The sources said discussions between Siemens and possible joint venture partner Mitsubishi Heavy Industries had intensified recently but they said Siemens was also looking at other options for the business where sales and profit have collapsed.

Germany's Manager Magazine has reported that Siemens could enter a joint venture with the Japanese company for building large gas and steam generators while keeping the profitable service business.

Siemens Chief Executive Joe Kaeser would prefer to have only a minority stake in the venture, so its figures could be deconsolidated from Siemens results, the article also said.

Siemens shares were up 2 percent at one stage but later gave up some of these gains.

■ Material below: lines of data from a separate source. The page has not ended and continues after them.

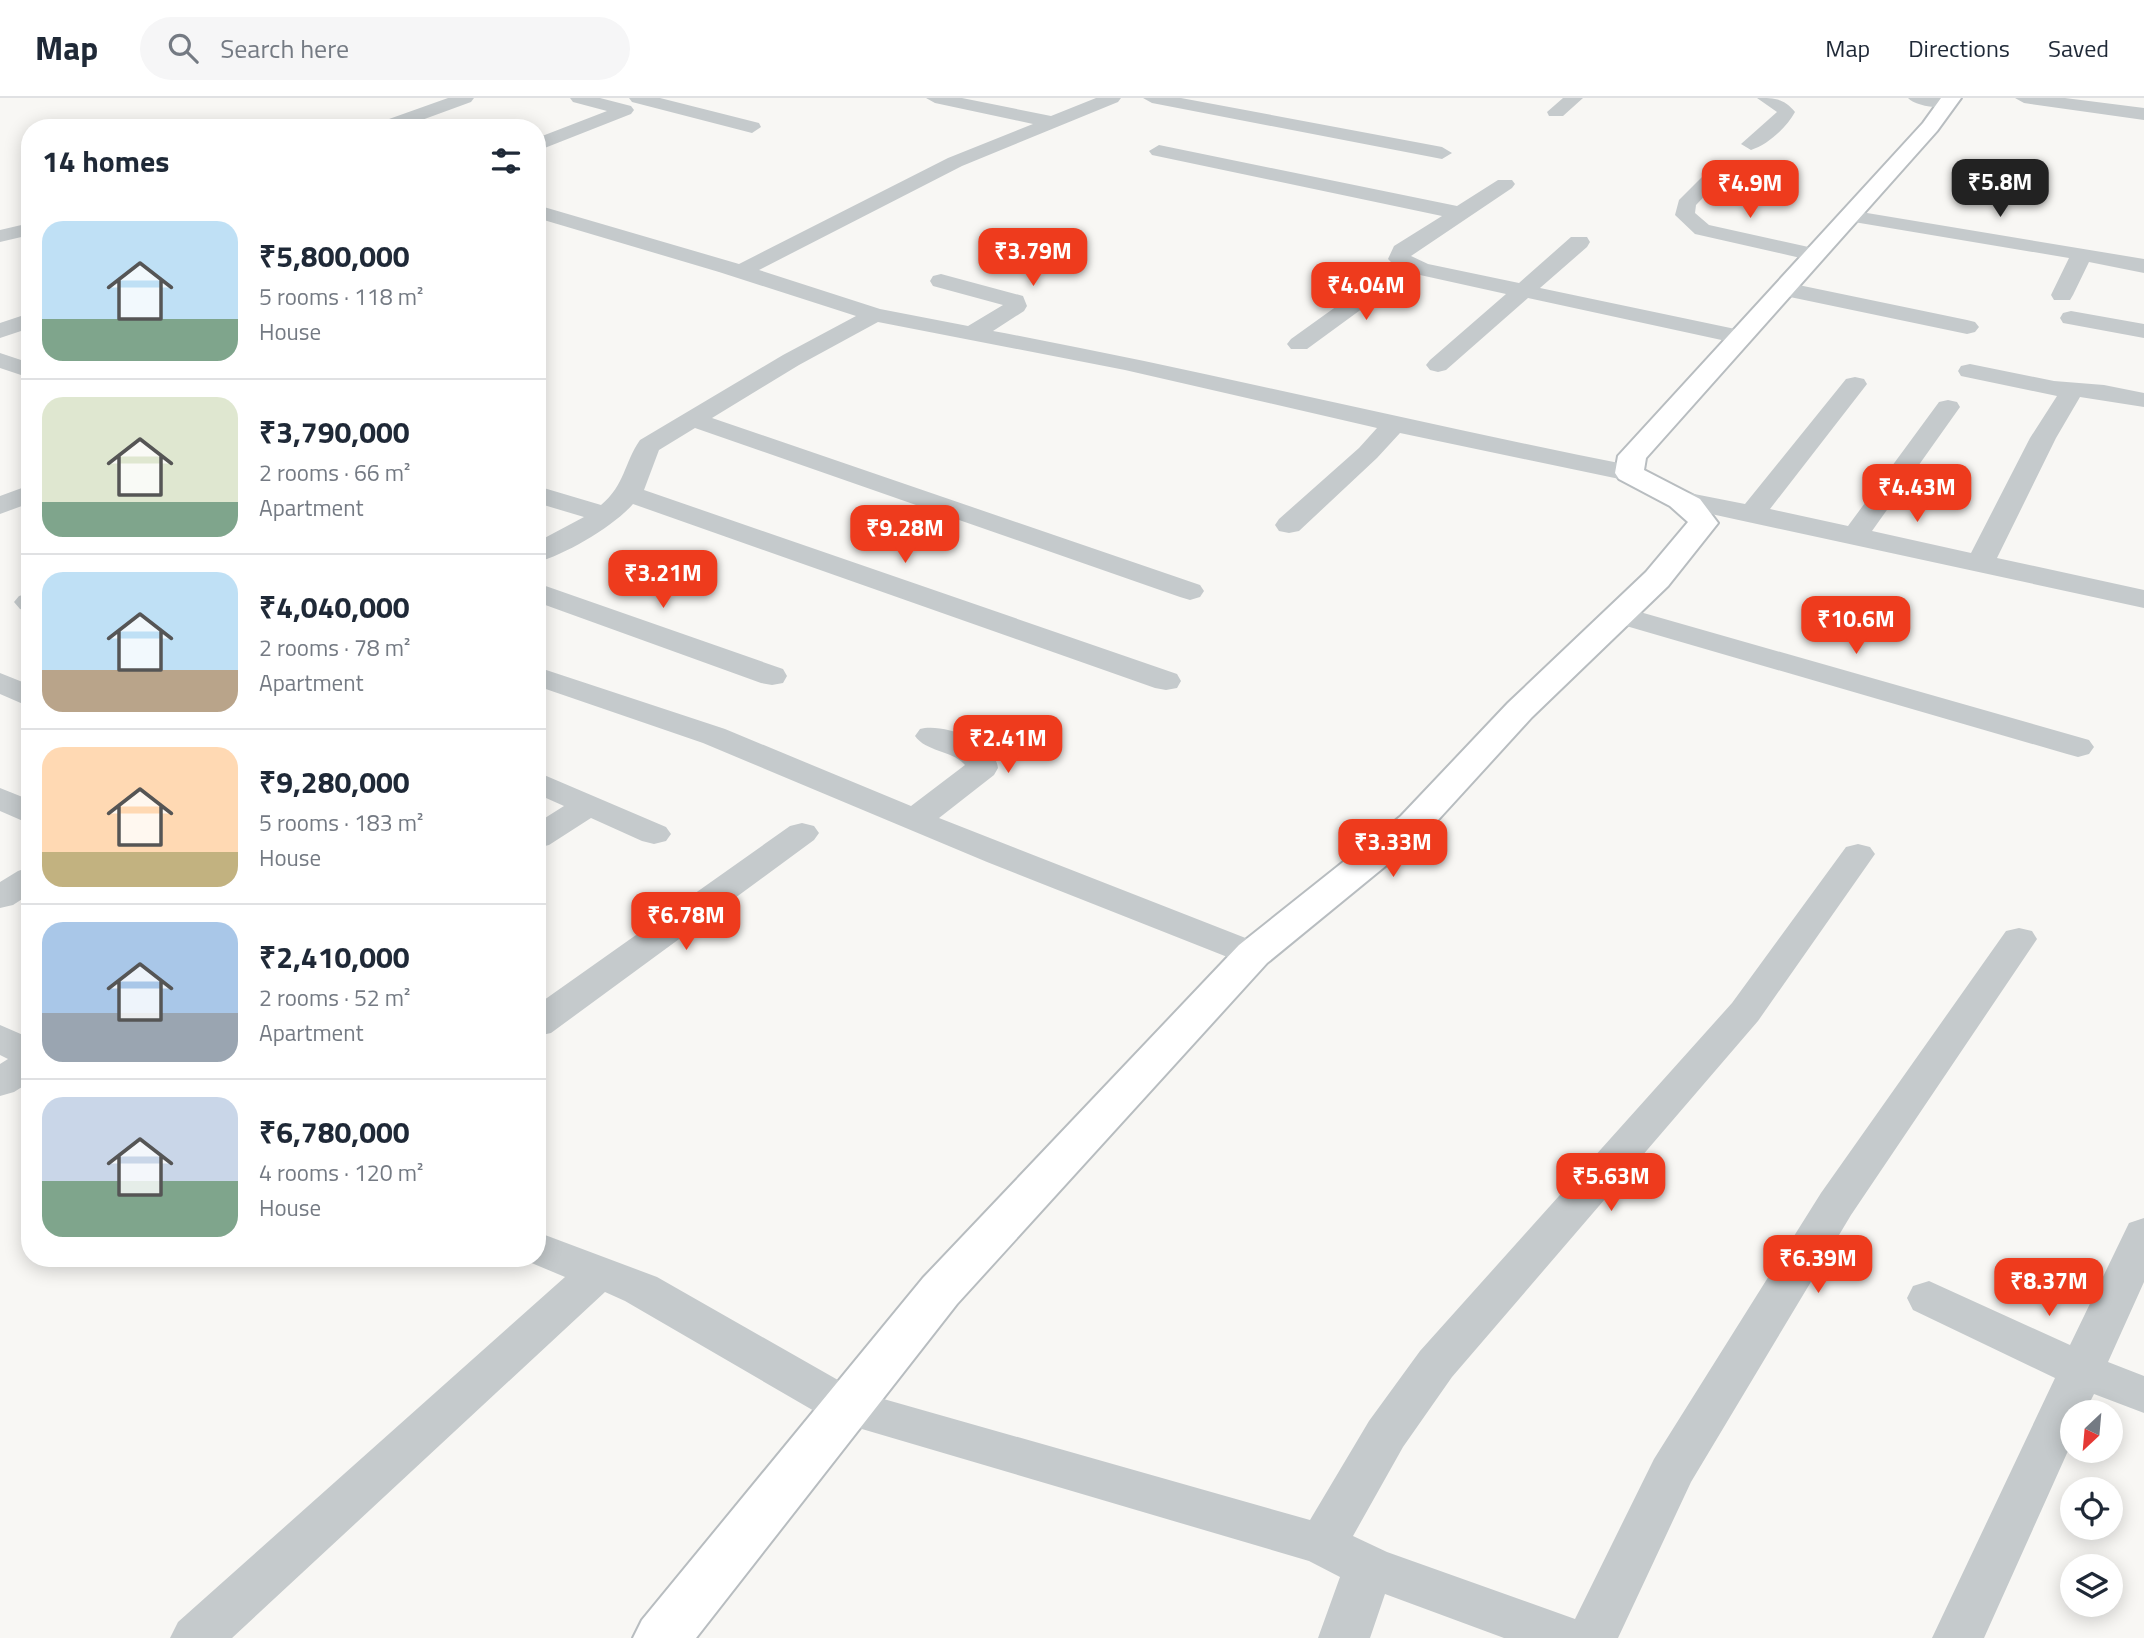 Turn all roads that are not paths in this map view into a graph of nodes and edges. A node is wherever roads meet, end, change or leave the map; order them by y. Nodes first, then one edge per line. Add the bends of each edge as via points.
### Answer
1 (465, 98) edge
2 (579, 98) edge
3 (639, 98) edge
4 (700, 98) edge
5 (935, 98) edge
6 (1112, 98) edge
7 (1152, 98) edge
8 (1574, 98) edge
9 (1766, 98) edge
10 (2024, 98) edge
11 (1938, 99) edge
12 (1556, 112) dead end
13 (2144, 114) edge
14 (407, 119) edge
15 (1052, 122) junction
16 (546, 141) edge
17 (1751, 144) dead end
18 (1159, 151) dead end
19 (1442, 153) dead end
20 (1716, 174) dead end
21 (1505, 184) dead end
22 (1460, 213) junction
23 (546, 214) edge
24 (1849, 216) junction
25 (21, 231) edge
26 (0, 236) edge
27 (1579, 242) dead end
28 (2082, 254) junction
29 (1814, 255) junction
30 (1408, 265) junction
31 (2144, 266) edge
32 (741, 271) junction
33 (941, 281) dead end
34 (1784, 289) junction
35 (1523, 292) junction
36 (2062, 295) dead end
37 (875, 315) junction
38 (2071, 318) dead end
39 (21, 323) edge
40 (1967, 327) dead end
41 (0, 331) edge
42 (2144, 331) edge
43 (973, 333) junction
44 (1740, 337) junction
45 (1299, 344) dead end
46 (0, 360) edge
47 (1438, 365) dead end
48 (21, 368) edge
49 (1970, 370) dead end
50 (1855, 384) dead end
51 (2073, 389) junction
52 (2144, 400) edge
53 (1948, 407) dead end
54 (692, 419) junction
55 (1395, 423) junction
56 (1629, 473) junction
57 (629, 494) junction
58 (21, 497) edge
59 (546, 497) edge
60 (1679, 499) junction
61 (0, 506) edge
62 (1752, 513) junction
63 (604, 514) junction
64 (1289, 525) dead end
65 (1855, 535) junction
66 (546, 549) edge
67 (1980, 563) junction
68 (1190, 591) dead end
69 (546, 595) edge
70 (2144, 599) edge
71 (1619, 615) junction
72 (772, 676) dead end
73 (546, 679) edge
74 (1166, 681) dead end
75 (0, 682) edge
76 (21, 693) edge
77 (932, 736) dead end
78 (2078, 747) dead end
79 (546, 786) edge
80 (0, 798) edge
81 (589, 805) junction
82 (21, 809) edge
83 (914, 820) junction
84 (546, 832) edge
85 (802, 833) dead end
86 (654, 834) dead end
87 (1858, 854) dead end
88 (21, 884) edge
89 (0, 897) edge
90 (2020, 939) dead end
91 (1253, 954) junction
92 (546, 1018) edge
93 (19, 1045) edge
94 (0, 1083) edge
95 (2144, 1234) edge
96 (546, 1251) edge
97 (599, 1272) junction
98 (1929, 1298) dead end
99 (2081, 1370) junction
100 (2144, 1395) edge
101 (845, 1406) junction
102 (1322, 1544) junction
103 (1369, 1566) junction
104 (196, 1638) edge
105 (662, 1638) edge
106 (1344, 1638) edge
107 (1566, 1638) edge
108 (1592, 1638) edge
109 (1958, 1638) edge

1 - 14 street
2 - 16 street via 625,110
3 - 4 street via 749,118
5 - 15 street
6 - 15 street
7 - 19 street
8 - 12 street
9 - 17 street via 1786,112
10 - 13 street
11 - 24 main road via 1930,127
15 - 32 street via 956,162
18 - 22 street
20 - 29 street via 1686,204 1685,215 1694,224
21 - 22 street
22 - 30 street via 1402,251 1399,260
23 - 32 street
24 - 28 street
24 - 29 main road
25 - 26 street
27 - 35 street
28 - 31 street
28 - 36 street
29 - 34 main road
30 - 35 street
30 - 45 street
32 - 37 street
33 - 43 street via 1015,301 1016,306
34 - 40 street
34 - 44 main road
35 - 44 street
35 - 47 street
37 - 43 street
37 - 54 street
38 - 42 street
39 - 41 street
43 - 55 street
44 - 56 main road via 1632,456
46 - 48 street
49 - 51 street
50 - 62 street
51 - 52 street
51 - 67 street
53 - 65 street
54 - 57 street via 649,445 640,457
54 - 68 street
55 - 56 street
55 - 64 street
56 - 60 main road
57 - 63 street
57 - 74 street
58 - 61 street
59 - 63 street
60 - 62 street
60 - 71 main road via 1699,513 1703,523 1657,579
62 - 65 street
63 - 66 street
65 - 67 street
67 - 70 street
69 - 72 street
71 - 78 street
71 - 91 main road via 1520,710 1414,824
73 - 83 street via 714,736
75 - 76 street
77 - 83 street via 964,747 981,760 982,768
79 - 81 street
80 - 82 street
81 - 84 street
81 - 86 street
83 - 91 street
85 - 92 street
87 - 102 street via 1745,1012 1436,1364 1386,1434
88 - 89 street
90 - 108 street via 1836,1204 1671,1473
91 - 101 main road via 940,1291
93 - 94 street
95 - 99 street
96 - 97 street
97 - 101 street via 641,1289
97 - 104 street
98 - 99 street
99 - 100 street
99 - 109 street
101 - 102 street
101 - 105 main road
102 - 103 street
103 - 106 street
103 - 107 street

"The situation on the global market for fossil power plant technology remains unchanged. Siemens began tackling these challenges back in early 2015," a company spokesman said.

Siemens's Power and Gas business has been a problem for the engineering company. The business reported a 19 percent drop in revenue for the financial year to Sept. 30.

Its profit fell to 377 million euros from 1.57 billion euros a year earlier. The problems have also continued this year, with profit halving at the Power and Gas business in the first quarter.

The business has suffered from a move away from large gas turbines towards renewable energy sources which has triggered a collapse in demand, while overcapacity in the industry has caused fierce price competition.

Siemens has responded by focusing more on servicing the existing turbines it has already built. It is also cutting around 2,900 jobs in Germany as part of restructuring to achieve 500 million euros in cost savings.